*WORK TASK*:
Scan the material for the word "East" and return every matching line.

*MATERIAL FOR THIS EXERCISE*:
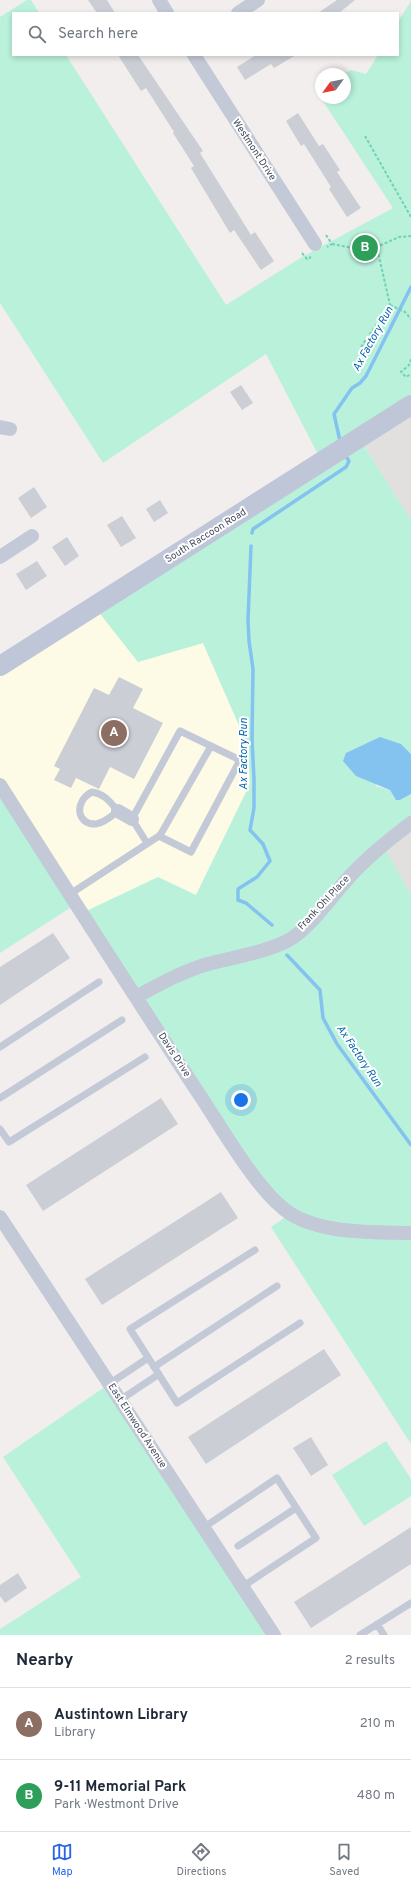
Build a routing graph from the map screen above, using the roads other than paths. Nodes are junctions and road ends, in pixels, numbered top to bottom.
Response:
1 (159, 0) edge
2 (258, 0) edge
3 (166, 12) edge
4 (240, 12) edge
5 (195, 56) edge
6 (315, 244) dead end
7 (411, 405) edge
8 (32, 536) dead end
9 (0, 557) edge
10 (0, 666) edge
11 (211, 746) junction
12 (0, 785) edge
13 (118, 811) junction
14 (132, 819) junction
15 (411, 823) edge
16 (159, 836) junction
17 (148, 843) junction
18 (70, 894) junction
19 (99, 982) dead end
20 (136, 998) junction
21 (122, 1020) dead end
22 (0, 1047) edge
23 (145, 1057) dead end
24 (0, 1098) edge
25 (1, 1133) edge
26 (0, 1217) edge
27 (411, 1233) edge
28 (255, 1250) dead end
29 (277, 1286) dead end
30 (300, 1323) dead end
31 (148, 1358) junction
32 (154, 1367) junction
33 (159, 1374) junction
34 (109, 1384) junction
35 (120, 1400) junction
36 (296, 1508) junction
37 (203, 1528) junction
38 (238, 1546) dead end
39 (242, 1587) junction
40 (410, 1605) edge
41 (377, 1624) junction
42 (274, 1635) edge
43 (360, 1635) edge
44 (384, 1635) edge

1 - 3 street
2 - 4 street
5 - 6 street, Westmont Drive
7 - 10 street, South Raccoon Road
8 - 9 street
11 - 14 lane
11 - 16 lane
11 - 16 lane
12 - 18 street, Davis Drive
13 - 13 lane
13 - 14 street
14 - 17 lane
15 - 20 street, Frank Ohl Place
16 - 17 lane
17 - 18 lane
18 - 20 street, Davis Drive
19 - 22 lane
20 - 27 street, Davis Drive
21 - 24 lane
23 - 25 lane
26 - 34 street, East Elmwood Avenue
28 - 31 lane
29 - 32 lane
30 - 33 lane
31 - 32 lane
31 - 34 lane
32 - 33 lane
33 - 35 lane
34 - 35 street, East Elmwood Avenue
35 - 37 street, East Elmwood Avenue
36 - 37 lane
36 - 38 lane
36 - 39 lane
37 - 39 street, East Elmwood Avenue
39 - 42 street, East Elmwood Avenue
40 - 41 lane
41 - 43 lane
41 - 44 lane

*EXERCISE SOLUTION*:
26 - 34 street, East Elmwood Avenue
34 - 35 street, East Elmwood Avenue
35 - 37 street, East Elmwood Avenue
37 - 39 street, East Elmwood Avenue
39 - 42 street, East Elmwood Avenue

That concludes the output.